Más tarde, los horrores perpetrados durante la
ocupación norteamericana en Irak los endurecieron e inflamaron su celo
religioso. Otro tanto ocurrió con las diversas formas de “terrorismo de
estado” que las democracias capitalistas practicaron, o condonaron, en
el mundo árabe: las torturas, vejaciones y humillaciones cometidas en
Abu Ghraib, Guantánamo y las cárceles secretas de la CIA; las matanzas
consumadas en Libia y en Egipto; el indiscriminado asesinato que a
diario cometen los drones estadounidenses en Pakistán y Afganistán, en
donde sólo dos de cada cien víctimas alcanzadas por sus misiles son
terroristas; el “ejemplarizador” linchamiento de Gadaffi (cuya noticia
provocó la repugnante carcajada de Hillary Clinton); el interminable
genocidio al que son periódicamente sometidos los palestinos por Israel,
con la anuencia y la protección de Estados Unidos y los gobiernos
europeos, crímenes, todos estos, de lesa humanidad que sin embargo no
conmueven la supuesta conciencia democrática y humanista de Occidente.

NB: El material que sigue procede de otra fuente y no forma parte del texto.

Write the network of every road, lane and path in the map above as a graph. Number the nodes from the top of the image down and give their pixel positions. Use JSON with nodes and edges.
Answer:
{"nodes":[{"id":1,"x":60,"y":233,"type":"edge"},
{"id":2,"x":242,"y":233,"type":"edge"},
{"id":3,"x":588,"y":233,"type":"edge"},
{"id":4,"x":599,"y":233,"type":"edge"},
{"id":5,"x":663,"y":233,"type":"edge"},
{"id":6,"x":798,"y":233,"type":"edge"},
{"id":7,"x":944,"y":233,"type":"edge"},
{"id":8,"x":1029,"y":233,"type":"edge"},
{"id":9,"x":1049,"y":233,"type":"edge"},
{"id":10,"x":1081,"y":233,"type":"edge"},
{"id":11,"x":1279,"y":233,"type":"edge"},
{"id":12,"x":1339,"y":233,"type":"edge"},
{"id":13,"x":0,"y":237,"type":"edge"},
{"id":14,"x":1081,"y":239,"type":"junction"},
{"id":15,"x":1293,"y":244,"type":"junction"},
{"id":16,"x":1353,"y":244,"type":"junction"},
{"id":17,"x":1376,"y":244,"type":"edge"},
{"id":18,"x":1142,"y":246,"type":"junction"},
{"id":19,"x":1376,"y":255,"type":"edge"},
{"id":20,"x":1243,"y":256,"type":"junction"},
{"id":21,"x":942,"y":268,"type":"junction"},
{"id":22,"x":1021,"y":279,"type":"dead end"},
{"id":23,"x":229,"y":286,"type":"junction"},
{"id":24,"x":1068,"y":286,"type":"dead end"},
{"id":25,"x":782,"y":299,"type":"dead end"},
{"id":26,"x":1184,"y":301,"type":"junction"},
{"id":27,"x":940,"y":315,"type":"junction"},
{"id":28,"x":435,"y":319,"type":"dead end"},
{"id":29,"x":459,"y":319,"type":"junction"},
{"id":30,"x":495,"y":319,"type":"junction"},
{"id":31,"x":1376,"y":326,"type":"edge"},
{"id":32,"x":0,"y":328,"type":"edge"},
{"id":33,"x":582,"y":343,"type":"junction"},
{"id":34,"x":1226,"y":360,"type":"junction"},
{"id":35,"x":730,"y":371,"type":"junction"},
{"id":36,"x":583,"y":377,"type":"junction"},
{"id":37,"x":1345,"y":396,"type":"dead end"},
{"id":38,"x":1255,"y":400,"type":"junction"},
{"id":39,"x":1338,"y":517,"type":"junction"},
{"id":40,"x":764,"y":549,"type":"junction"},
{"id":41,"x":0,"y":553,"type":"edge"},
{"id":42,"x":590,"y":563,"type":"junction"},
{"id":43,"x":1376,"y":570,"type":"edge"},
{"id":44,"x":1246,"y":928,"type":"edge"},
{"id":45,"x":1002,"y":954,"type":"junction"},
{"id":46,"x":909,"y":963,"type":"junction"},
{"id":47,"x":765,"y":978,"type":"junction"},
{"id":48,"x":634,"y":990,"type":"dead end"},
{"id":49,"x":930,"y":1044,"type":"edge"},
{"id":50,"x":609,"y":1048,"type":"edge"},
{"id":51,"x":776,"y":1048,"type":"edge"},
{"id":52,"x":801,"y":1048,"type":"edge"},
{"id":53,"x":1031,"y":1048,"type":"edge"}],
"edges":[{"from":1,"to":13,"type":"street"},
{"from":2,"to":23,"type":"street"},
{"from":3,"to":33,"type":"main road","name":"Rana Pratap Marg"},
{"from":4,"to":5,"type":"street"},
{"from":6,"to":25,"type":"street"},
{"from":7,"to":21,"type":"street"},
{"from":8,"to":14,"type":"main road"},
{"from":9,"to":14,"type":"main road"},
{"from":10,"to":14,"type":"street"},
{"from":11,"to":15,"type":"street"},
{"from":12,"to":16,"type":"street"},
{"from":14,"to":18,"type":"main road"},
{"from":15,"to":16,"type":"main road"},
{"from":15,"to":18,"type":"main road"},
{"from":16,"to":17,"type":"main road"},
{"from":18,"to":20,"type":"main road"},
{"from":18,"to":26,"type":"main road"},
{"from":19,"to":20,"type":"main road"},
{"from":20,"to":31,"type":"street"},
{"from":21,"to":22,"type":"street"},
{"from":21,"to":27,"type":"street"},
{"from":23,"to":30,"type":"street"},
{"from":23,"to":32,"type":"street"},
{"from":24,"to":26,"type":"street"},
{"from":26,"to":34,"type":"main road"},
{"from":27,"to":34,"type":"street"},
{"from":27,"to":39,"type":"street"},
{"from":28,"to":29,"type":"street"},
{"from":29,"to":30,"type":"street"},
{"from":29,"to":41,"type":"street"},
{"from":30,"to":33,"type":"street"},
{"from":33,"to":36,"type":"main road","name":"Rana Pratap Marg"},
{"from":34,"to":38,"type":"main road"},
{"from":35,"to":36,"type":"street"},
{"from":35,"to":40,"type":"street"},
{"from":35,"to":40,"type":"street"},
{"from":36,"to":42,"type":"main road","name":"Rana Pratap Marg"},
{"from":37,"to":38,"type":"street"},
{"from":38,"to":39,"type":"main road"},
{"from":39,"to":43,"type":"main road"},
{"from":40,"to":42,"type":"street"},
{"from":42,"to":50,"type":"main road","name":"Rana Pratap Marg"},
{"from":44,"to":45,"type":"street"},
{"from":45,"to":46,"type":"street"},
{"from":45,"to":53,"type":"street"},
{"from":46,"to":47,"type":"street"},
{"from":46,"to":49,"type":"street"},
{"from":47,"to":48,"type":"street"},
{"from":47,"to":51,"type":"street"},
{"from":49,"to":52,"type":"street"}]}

Repetimos: nada, absolutamente nada, justifica el crimen cometido contra
el semanario parisino. Pero como recomendaba Spinoza hay que comprender
las causas que hicieron que los jihadistas decidieran pagarle a
Occidente con su misma sangrienta moneda. Nos provoca náuseas tener que
narrar tanta inmoralidad e hipocresía de parte de los portavoces de
gobiernos supuestamente democráticos que no son otra cosa que sórdidas
plutocracias. Hubo quienes, en Estados Unidos y Europa, condenaron lo
ocurrido con los colegas de Charlie Hebdo por ser, además, un atentado a
la libertad de expresión. Efectivamente, una masacre como esa lo es, y
en grado sumo.
Pero carecen de autoridad moral quienes condenan lo
ocurrido en París y nada dicen acerca de la absoluta falta de libertad
de expresión en Arabia Saudita, en donde la prensa, la radio, la
televisión, la Internet y cualquier medio de comunicación está sometido a
una durísima censura. Hipocresía descarada también de quienes ahora se
rasgan las vestiduras pero no hicieron absolutamente nada para detener
el genocidio perpetrado por Israel hace pocos meses en Gaza. Claro,
Israel es uno de los nuestros dirán entre sí y, además, dos mil
palestinos, varios centenares de ellos niños, no valen lo mismo que la
vida de doce franceses. La cara oculta de la hipocresía es el más
desenfrenado racismo.
* Una versión muy resumida de esta
nota, escrita “en caliente” ni bien enterado de los hechos, fue
publicada en el día de hoy, 8 de Enero de 2015, por Página/12.